Without ranching, any steps taken to resolve the crisis will only bring temporary relief. Government has to step in to establish public ranches for use by cattle breeders in exchange for a fee. Also dairy farms and other associated industries must be established in order to take livestock farming to a whole new level which can bring in more public revenue and better conditions for herdsmen. This must be combined with cheap credits and other support for poor cattle breeders. The same step must be taken by establishing big farming estates to drive crop production alongside with a program to support poor farmers with cheap credit, tractors, fertilizers and other modern equipment.
The herdsmen, many of whom are uneducated and strangers to modern animal husbandry techniques, must not lose their livelihood as a result of modernization. All of them must be trained in the new techniques and roles found for them in the ranches. Former poor pastoralists must therefore become educated, well-paid workers in ranches with good pay and working conditions.
Whilst the old method of herding was based on the super-exploitation of the herdsman and his confinement to a live of drudgery under the sun and rain, the new method of ranching must lead to the social liberation of the herdsmen and his cultivation as a modern man with all the best things of life accessible to him and his family.
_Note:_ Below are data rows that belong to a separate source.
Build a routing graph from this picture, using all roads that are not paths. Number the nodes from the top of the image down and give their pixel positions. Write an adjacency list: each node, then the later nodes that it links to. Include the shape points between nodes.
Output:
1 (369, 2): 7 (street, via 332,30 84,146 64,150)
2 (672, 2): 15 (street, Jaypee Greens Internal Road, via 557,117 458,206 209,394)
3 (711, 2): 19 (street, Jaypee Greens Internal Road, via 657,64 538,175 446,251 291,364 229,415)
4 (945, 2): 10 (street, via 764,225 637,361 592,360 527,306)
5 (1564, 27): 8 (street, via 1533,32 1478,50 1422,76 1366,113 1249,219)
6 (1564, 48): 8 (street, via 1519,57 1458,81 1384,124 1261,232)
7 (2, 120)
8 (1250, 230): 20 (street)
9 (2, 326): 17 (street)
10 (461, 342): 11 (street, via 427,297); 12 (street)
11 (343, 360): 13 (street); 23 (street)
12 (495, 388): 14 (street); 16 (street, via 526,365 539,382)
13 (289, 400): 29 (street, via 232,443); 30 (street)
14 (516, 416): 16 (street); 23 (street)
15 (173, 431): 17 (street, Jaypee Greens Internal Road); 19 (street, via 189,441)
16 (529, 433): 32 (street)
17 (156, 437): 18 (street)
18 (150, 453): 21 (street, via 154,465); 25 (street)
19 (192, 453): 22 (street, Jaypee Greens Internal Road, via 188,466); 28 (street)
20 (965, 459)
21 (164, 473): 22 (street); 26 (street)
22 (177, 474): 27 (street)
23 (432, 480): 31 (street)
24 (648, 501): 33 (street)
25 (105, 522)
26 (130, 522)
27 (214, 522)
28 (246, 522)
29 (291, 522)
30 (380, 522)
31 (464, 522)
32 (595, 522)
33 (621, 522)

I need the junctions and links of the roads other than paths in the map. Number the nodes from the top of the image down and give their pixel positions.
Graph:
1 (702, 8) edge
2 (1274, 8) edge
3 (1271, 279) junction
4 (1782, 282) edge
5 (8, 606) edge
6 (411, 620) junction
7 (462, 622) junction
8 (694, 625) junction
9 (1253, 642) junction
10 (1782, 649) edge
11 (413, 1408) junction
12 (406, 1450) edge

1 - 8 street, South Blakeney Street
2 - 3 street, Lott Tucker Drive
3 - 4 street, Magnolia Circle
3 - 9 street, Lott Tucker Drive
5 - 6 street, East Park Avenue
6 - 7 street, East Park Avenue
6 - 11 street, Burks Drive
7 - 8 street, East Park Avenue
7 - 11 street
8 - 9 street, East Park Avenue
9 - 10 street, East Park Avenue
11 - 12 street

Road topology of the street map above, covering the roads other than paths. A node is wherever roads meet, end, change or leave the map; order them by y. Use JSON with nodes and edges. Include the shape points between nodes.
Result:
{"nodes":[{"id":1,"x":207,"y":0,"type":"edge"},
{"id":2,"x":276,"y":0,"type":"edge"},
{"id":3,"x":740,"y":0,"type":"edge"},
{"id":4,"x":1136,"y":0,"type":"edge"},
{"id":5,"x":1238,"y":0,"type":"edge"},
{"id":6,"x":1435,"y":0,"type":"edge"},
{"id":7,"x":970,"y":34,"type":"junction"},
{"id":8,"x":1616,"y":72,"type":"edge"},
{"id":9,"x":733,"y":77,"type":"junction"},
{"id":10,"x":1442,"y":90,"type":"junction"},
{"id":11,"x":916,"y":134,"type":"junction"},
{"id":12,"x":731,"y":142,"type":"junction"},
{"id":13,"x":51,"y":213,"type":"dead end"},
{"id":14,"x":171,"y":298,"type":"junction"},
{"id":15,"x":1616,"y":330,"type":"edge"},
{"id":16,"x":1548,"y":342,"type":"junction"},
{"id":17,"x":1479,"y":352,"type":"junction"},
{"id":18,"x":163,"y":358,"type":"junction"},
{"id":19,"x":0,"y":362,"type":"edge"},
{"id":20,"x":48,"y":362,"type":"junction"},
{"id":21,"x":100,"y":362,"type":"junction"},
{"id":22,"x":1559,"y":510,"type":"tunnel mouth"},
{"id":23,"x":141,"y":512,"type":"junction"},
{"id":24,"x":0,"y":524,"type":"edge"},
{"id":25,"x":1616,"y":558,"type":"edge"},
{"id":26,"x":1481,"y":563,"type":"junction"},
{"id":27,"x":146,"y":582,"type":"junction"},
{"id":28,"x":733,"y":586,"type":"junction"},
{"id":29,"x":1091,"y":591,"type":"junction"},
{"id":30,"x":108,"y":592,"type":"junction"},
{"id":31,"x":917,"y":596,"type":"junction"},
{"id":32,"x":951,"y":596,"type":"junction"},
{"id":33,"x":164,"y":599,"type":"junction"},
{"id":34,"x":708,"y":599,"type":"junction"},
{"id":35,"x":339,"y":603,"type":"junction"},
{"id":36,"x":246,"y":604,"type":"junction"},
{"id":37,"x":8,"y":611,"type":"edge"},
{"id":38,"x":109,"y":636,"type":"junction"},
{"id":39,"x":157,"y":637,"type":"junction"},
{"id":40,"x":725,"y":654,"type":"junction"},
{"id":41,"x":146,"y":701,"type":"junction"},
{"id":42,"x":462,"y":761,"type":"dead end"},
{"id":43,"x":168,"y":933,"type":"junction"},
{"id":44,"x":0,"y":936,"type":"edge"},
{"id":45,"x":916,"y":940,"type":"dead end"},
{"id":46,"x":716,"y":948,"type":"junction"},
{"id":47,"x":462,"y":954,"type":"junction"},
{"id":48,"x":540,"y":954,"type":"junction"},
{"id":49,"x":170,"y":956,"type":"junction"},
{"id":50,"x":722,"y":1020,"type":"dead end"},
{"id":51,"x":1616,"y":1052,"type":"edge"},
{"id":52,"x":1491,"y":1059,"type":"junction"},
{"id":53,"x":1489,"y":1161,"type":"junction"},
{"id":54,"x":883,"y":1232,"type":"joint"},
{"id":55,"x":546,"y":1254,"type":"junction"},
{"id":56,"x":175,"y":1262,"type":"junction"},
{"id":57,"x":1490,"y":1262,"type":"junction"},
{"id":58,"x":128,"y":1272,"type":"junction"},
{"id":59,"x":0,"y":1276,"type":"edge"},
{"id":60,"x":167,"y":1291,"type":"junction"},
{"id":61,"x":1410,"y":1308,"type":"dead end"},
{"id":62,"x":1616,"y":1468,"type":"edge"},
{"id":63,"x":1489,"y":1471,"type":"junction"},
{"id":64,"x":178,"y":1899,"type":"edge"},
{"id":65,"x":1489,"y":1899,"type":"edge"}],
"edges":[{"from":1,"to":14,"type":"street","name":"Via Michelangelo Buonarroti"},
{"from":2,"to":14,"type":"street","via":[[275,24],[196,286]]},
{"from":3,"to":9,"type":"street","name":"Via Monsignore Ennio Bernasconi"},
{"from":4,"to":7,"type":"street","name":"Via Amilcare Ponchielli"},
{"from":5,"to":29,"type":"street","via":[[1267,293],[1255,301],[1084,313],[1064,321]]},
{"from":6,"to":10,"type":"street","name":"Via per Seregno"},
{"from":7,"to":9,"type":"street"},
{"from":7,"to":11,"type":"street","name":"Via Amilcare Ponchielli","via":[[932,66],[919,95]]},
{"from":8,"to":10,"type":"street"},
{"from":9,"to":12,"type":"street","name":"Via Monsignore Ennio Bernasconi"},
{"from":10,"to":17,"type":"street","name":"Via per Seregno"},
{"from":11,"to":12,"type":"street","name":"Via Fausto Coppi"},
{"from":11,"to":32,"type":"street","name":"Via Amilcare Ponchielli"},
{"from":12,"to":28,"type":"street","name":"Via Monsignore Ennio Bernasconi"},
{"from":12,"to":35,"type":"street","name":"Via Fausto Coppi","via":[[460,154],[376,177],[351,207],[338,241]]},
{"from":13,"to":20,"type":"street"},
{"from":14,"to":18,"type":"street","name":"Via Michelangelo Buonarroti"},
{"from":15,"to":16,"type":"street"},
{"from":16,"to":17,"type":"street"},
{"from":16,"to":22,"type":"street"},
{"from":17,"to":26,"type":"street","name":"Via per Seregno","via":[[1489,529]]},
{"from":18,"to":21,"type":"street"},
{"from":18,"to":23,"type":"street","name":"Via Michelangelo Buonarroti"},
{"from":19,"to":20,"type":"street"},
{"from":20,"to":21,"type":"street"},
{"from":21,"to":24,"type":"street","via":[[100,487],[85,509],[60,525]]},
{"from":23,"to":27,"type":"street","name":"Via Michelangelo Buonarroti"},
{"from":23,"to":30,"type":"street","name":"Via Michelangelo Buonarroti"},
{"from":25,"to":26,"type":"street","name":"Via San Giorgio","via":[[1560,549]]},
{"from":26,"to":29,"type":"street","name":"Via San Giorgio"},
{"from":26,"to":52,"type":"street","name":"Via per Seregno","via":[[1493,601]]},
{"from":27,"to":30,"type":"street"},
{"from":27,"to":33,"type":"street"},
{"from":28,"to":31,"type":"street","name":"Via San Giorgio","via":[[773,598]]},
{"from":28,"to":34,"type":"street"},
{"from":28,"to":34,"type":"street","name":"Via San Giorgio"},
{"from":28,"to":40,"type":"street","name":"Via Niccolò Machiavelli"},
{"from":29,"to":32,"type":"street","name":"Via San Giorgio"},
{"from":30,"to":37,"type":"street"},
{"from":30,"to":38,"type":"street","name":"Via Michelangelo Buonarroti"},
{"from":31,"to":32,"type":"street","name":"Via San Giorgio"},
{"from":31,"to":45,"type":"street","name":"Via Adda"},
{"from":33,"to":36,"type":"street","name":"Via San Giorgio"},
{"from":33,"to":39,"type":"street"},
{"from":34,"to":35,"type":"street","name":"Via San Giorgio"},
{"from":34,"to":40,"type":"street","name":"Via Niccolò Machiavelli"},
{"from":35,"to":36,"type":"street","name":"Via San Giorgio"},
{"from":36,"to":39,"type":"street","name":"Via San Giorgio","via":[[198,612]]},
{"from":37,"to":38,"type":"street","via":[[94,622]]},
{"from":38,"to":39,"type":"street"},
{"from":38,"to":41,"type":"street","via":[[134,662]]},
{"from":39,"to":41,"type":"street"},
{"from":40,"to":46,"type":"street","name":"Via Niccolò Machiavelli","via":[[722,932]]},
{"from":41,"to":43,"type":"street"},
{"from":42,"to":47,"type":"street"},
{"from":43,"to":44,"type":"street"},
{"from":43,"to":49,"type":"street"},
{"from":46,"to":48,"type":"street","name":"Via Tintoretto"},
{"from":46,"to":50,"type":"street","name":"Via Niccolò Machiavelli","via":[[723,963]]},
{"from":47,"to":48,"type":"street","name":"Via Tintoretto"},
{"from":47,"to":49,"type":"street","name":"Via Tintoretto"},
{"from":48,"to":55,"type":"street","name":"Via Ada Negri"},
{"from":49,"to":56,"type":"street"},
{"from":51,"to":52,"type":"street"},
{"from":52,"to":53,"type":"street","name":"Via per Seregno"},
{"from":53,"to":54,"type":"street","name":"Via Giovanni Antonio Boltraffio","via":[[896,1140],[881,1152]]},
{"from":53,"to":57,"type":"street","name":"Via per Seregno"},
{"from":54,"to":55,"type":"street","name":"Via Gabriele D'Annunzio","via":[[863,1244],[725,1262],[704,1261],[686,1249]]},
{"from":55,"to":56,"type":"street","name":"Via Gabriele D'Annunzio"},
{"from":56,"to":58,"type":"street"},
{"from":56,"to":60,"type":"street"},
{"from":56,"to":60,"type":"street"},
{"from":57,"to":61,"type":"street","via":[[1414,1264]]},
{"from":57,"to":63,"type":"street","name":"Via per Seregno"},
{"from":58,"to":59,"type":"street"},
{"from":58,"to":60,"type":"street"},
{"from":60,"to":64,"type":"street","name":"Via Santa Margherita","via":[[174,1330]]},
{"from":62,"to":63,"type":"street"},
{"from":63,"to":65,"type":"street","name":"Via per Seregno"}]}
This is the only way ranching can make meaning to the Fulani pastoralists and this is the only it can earn their support. This is not something impossible. At least a precedent has been set before now. Recall that as part of the ways to end hostility in the Niger Delta, the former militants were disarmed and sent to training courses in universities within and outside Nigeria to learn metallurgy and other courses in order to give them skills that can make them employable in the oil and gas industry.
But none of these measures can be truly implemented or sustained so far capitalism exist. Under the pressure of the world market, it is not possible to really industrialize Nigeria and modernize agriculture. However even if these are done, the incursion of pastoralists from other African countries who are equally under pressure of climactic changes will continue to threaten whatever progress is being made in a single country. No matter the measures taken to tighten border controls, they will continue to come just as border controls have not stopped human migration from Africa and troubled spots to Europe.
Therefore the permanent solution to end farmers and pastoralist conflict require the coming to power both in Nigeria and Africa of workers and poor people’s governments based on mass movements and armed with socialist programmes of collective ownership of agriculture and other key sectors of the economy under working people’s control and management. Such a government in Nigeria would set an example to follow in other African countries, thereby laying the basis for cooperation among African working people to find ways to curb seasonal migrations of cattle through public investment and modernization of agriculture linked with socialist plan of the economy across the continent.